Deriving conclusion from a small data set

musicgold · Nov 4, 2013

Hi

Please see table below GDP growth rates of a group 5 countries. I am trying to derive some conclusions from this small sample.

1. can I conclude that countries in the group have very similar growth rates and there is no significant difference between their growth rates?

2. As shown, the highest growth rate is just one std. dev. higher than the sample average. However, I am not sure if the std. dev. of such a small sample mean anything?

3. What would I need to do to be able to say that there is no statistically significant difference between these growth rates?

Thanks.

--------------------------------
Country GDP growth rates
A ---- 3.3%
B ---- 3.0%
C ---- 2.9%
D ---- 2.8%
E ---- 2.4%

Average 2.9%
Std. dev 0.3%
Range 0.9%

Simon Bridge · Nov 4, 2013

I imagine each of the individual figures have their individual uncertainties based on how they were calculated and the data used to do so.

The std.dev. of the mean is not the same as the std.dev. of the dataset.

If this were physics, then I'd take the uncertainty on each quoted rate as 0.1pp (percentage points)
Therefore the uncertainty on the mean will be 0.04 ... so they are all significantly off the mean growth.
But so what?

Does country E have the same growth rate as country A?
Their difference is 0.7pp ... that's outside 2x0.3 right?

musicgold · Nov 5, 2013

Thanks Simon.

Simon Bridge said:

The std.dev. of the mean is not the same as the std.dev. of the dataset.

I am not sure what you mean by 'std dev of the mean'? Do you mean 'std dev. of the sample' or 'std error' ?

Simon Bridge said:

If this were physics, then I'd take the uncertainty on each quoted rate as 0.1pp (percentage points)
Therefore the uncertainty on the mean will be 0.04 ... so they are all significantly off the mean growth.

This is not clear to me. I mean I know what a pp is, but I don't understand how the uncertainty of the mean will be 0.04pp.
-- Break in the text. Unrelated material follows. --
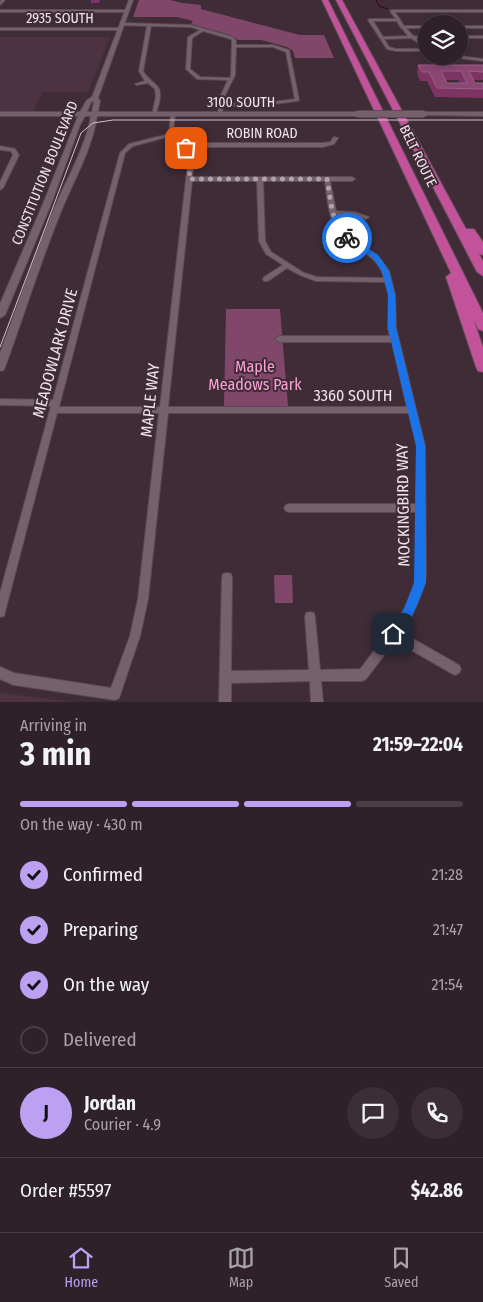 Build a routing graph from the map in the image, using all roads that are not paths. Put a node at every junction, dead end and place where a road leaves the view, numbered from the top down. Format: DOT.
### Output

Simon Bridge · Nov 5, 2013

musicgold said:

Thanks Simon.

I am not sure what you mean by 'std dev of the mean'? Do you mean 'std dev. of the sample' or 'std error' ?

The std.dev. of the mean is the std.error of the value you got for the mean.
When each of the values in a data set have an uncertainty, the the mean of those values will also be uncertain.
Recall "hypothesis testing" in statistics?

This is not clear to me. I mean I know what a pp is, but I don't understand how the uncertainty of the mean will be 0.04pp.

That is the uncertainty on one value divided my the square root of the number of terms.
But I don't think the mean of the values is going to tell you what you want to know.

Consider: if you only had two values, how would you see if they were significantly similar?

Office_Shredder · Nov 5, 2013

There are two distinct questions that you can be asking:

1.) I measured five data points, but it's impossible to measure the GDP of a nation with 100% accuracy. Are these measurements the statistically different given the noise in the measurements?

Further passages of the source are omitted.